Physiological consequences of mitochondrial antibiotic-resistant mutations in Paramecium: growth-rates, cytochromic defects and cyanide-insensitive respiration of mutant and erythromycin-treated wild-type strains.

A set of mitochondrial antibiotic-resistant mutants of Paramecium have been analyzed with respect to their growth-rates, cytochromic content and respiratory properties. The mutants could be arranged in a continuous series ranging from strains equivalent to wild-type to severely affected ones; affected strains display longer generation times, reduced amount of cytochrome oxidase and very high levels of cyanideinsensitive respiration.

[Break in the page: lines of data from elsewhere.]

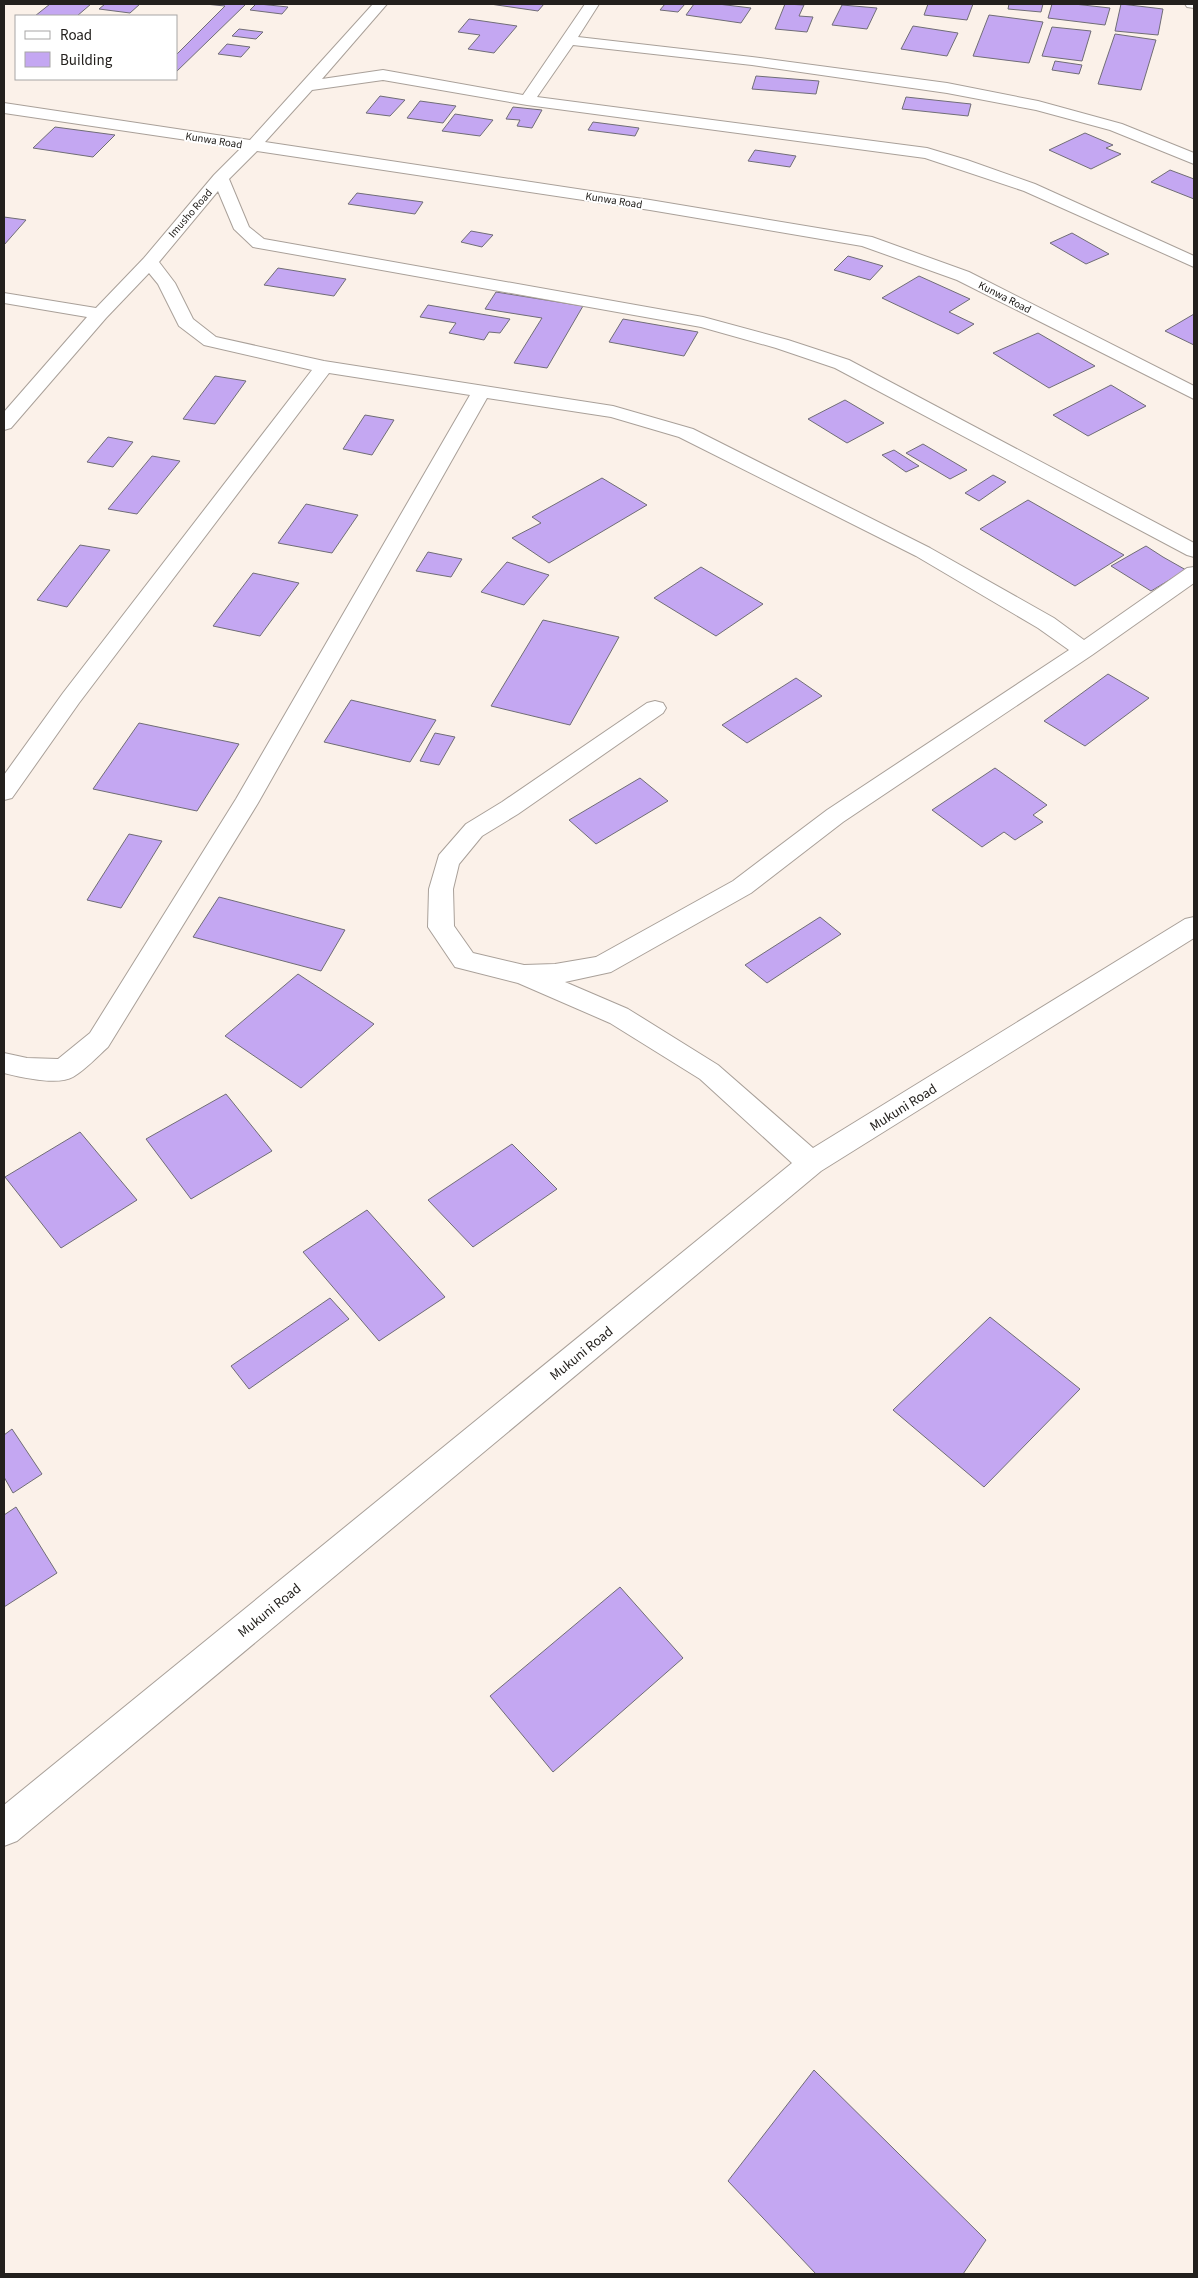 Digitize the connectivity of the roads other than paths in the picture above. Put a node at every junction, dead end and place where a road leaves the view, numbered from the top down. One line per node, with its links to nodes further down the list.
1 (380, 4): 4 (street, Imusho Road)
2 (592, 4): 3 (street)
3 (568, 40): 7 (street); 10 (street)
4 (352, 57): 5 (street); 6 (street, Imusho Road)
5 (383, 75): 6 (street); 7 (street)
6 (308, 86): 9 (street, Imusho Road)
7 (527, 100): 13 (street)
8 (4, 108): 9 (street, Kunwa Road)
9 (253, 146): 11 (street, Imusho Road); 18 (street, Kunwa Road)
10 (1194, 159)
11 (220, 178): 12 (street, Imusho Road); 20 (street)
12 (150, 262): 15 (street, Imusho Road); 16 (street)
13 (1194, 262)
14 (4, 298): 15 (street)
15 (100, 314): 19 (street, Imusho Road)
16 (324, 367): 17 (street); 24 (street)
17 (482, 392): 22 (street); 27 (street)
18 (1194, 394)
19 (4, 424)
20 (1194, 551)
21 (1194, 573): 22 (street)
22 (1084, 650): 26 (street)
23 (655, 708): 26 (street)
24 (4, 792)
25 (1194, 926): 28 (street, Mukuni Road)
26 (524, 975): 28 (street)
27 (4, 1063)
28 (812, 1163): 29 (street, Mukuni Road)
29 (4, 1828)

Perfect phenocopies of the mutants were obtained by treating wild-type cells with low concentrations of erythromycin suggesting that the mutations exert their pleiotropic effect by perturbating mitochondria protein synthesis in agreement with the idea that these mutations affect the mitochondrial ribosomes. In the mitochondria of some of the mutants, electrons can be channelled with equal efficiency into the "classical" cyanide-sensitive pathway and the alternate cyanide insensitive (and SHAM-sensitive) one, providing direct demonstration of the branching of these two respiratory pathways. In the absence of any added inhibitor, however, electrons tend to be channelled in the cyanide-sensitive pathway. All the physiological data fit perfectly the genetic data concerning the "stability" of the various mutations in "mixed mitochondrial populations", i.e., markers that were known to be strongly counter-selected with respect to wild-type in such populations correspond to severely affected strains, while markers that were known to be "stable" correspond to "healthy" strains. A more quantitative analysis of the data shows that that there is little or no "complementation" between wild-type and mutated mitochondria in mixed cells indicating a high extent of functional autonomy of mitochondria in Paramecium.